| Goal of the exercise |
Down to the last line, retype the records below exactly and skip the pictures.

| Records for processing |
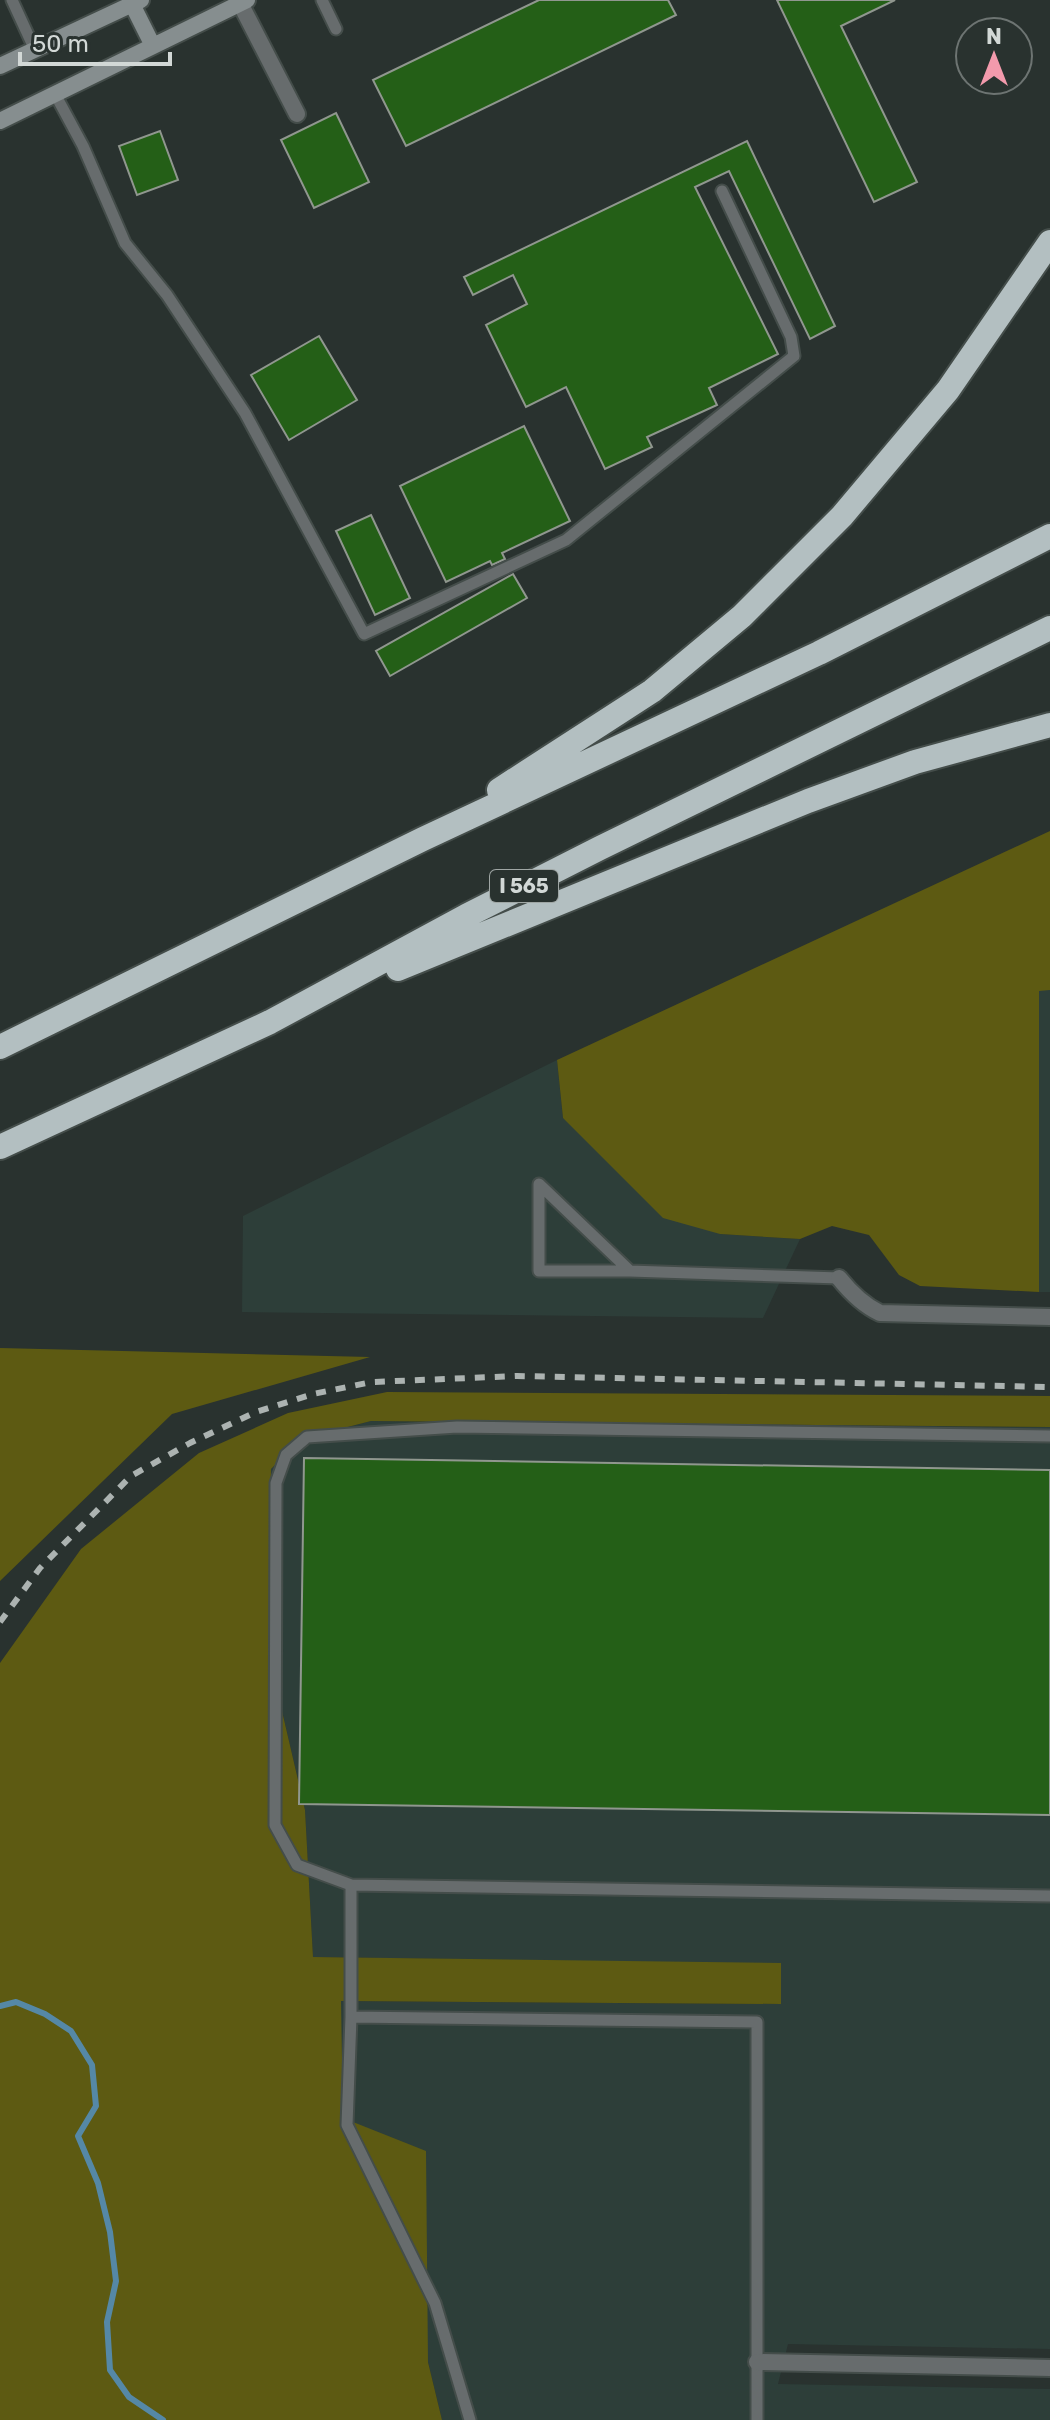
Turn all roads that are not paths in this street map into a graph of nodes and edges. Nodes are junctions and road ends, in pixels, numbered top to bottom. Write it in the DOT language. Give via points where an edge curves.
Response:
graph roads {
  1 [pos="12,0"];
  2 [pos="322,0"];
  3 [pos="134,1"];
  4 [pos="244,2"];
  5 [pos="336,29"];
  6 [pos="153,46"];
  7 [pos="35,50"];
  8 [pos="0,66"];
  9 [pos="55,94"];
  10 [pos="297,114"];
  11 [pos="0,121"];
  12 [pos="722,191"];
  13 [pos="1050,242"];
  14 [pos="1050,536"];
  15 [pos="1050,628"];
  16 [pos="1050,725"];
  17 [pos="423,839"];
  18 [pos="270,1022"];
  19 [pos="0,1047"];
  20 [pos="0,1147"];
  21 [pos="630,1271"];
  22 [pos="839,1278"];
  23 [pos="1050,1317"];
  24 [pos="1050,1436"];
  25 [pos="351,1885"];
  26 [pos="1050,1896"];
  27 [pos="351,2017"];
  28 [pos="757,2362"];
  29 [pos="1050,2368"];
  30 [pos="470,2420"];
  31 [pos="757,2420"];
  1 -- 7 [label="lane"];
  2 -- 5 [label="lane"];
  3 -- 6 [label="main road"];
  3 -- 7 [label="main road"];
  4 -- 6 [label="main road"];
  4 -- 10 [label="street"];
  6 -- 9 [label="main road"];
  7 -- 8 [label="main road"];
  9 -- 11 [label="main road"];
  9 -- 12 [label="lane" via="125,243 167,295 245,413 364,634 566,540 794,356 791,337"];
  13 -- 17 [label="highway" via="948,390 842,516 742,616 652,691"];
  14 -- 17 [label="highway" via="819,653"];
  15 -- 18 [label="highway, I 565" via="600,848"];
  16 -- 18 [label="highway" via="915,762 808,801"];
  17 -- 19 [label="highway"];
  18 -- 20 [label="highway, I 565"];
  21 -- 21 [label="lane" via="596,1238 539,1184 539,1271"];
  21 -- 22 [label="lane"];
  22 -- 23 [label="street" via="880,1313"];
  24 -- 25 [label="lane" via="457,1427 307,1437 286,1455 276,1483 275,1825 297,1865"];
  25 -- 26 [label="lane"];
  25 -- 27 [label="lane"];
  27 -- 28 [label="lane" via="757,2022"];
  27 -- 30 [label="lane" via="347,2125 435,2303"];
  28 -- 29 [label="street"];
  28 -- 31 [label="lane"];
}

| Answer space |
Turn all roads that are not paths in this street map into a graph of nodes and edges. Nodes are junctions and road ends, in pixels, numbered top to bottom. Write it in the DOT language. Give via points where an edge curves.
Response:
graph roads {
  1 [pos="12,0"];
  2 [pos="322,0"];
  3 [pos="134,1"];
  4 [pos="244,2"];
  5 [pos="336,29"];
  6 [pos="153,46"];
  7 [pos="35,50"];
  8 [pos="0,66"];
  9 [pos="55,94"];
  10 [pos="297,114"];
  11 [pos="0,121"];
  12 [pos="722,191"];
  13 [pos="1050,242"];
  14 [pos="1050,536"];
  15 [pos="1050,628"];
  16 [pos="1050,725"];
  17 [pos="423,839"];
  18 [pos="270,1022"];
  19 [pos="0,1047"];
  20 [pos="0,1147"];
  21 [pos="630,1271"];
  22 [pos="839,1278"];
  23 [pos="1050,1317"];
  24 [pos="1050,1436"];
  25 [pos="351,1885"];
  26 [pos="1050,1896"];
  27 [pos="351,2017"];
  28 [pos="757,2362"];
  29 [pos="1050,2368"];
  30 [pos="470,2420"];
  31 [pos="757,2420"];
  1 -- 7 [label="lane"];
  2 -- 5 [label="lane"];
  3 -- 6 [label="main road"];
  3 -- 7 [label="main road"];
  4 -- 6 [label="main road"];
  4 -- 10 [label="street"];
  6 -- 9 [label="main road"];
  7 -- 8 [label="main road"];
  9 -- 11 [label="main road"];
  9 -- 12 [label="lane" via="125,243 167,295 245,413 364,634 566,540 794,356 791,337"];
  13 -- 17 [label="highway" via="948,390 842,516 742,616 652,691"];
  14 -- 17 [label="highway" via="819,653"];
  15 -- 18 [label="highway, I 565" via="600,848"];
  16 -- 18 [label="highway" via="915,762 808,801"];
  17 -- 19 [label="highway"];
  18 -- 20 [label="highway, I 565"];
  21 -- 21 [label="lane" via="596,1238 539,1184 539,1271"];
  21 -- 22 [label="lane"];
  22 -- 23 [label="street" via="880,1313"];
  24 -- 25 [label="lane" via="457,1427 307,1437 286,1455 276,1483 275,1825 297,1865"];
  25 -- 26 [label="lane"];
  25 -- 27 [label="lane"];
  27 -- 28 [label="lane" via="757,2022"];
  27 -- 30 [label="lane" via="347,2125 435,2303"];
  28 -- 29 [label="street"];
  28 -- 31 [label="lane"];
}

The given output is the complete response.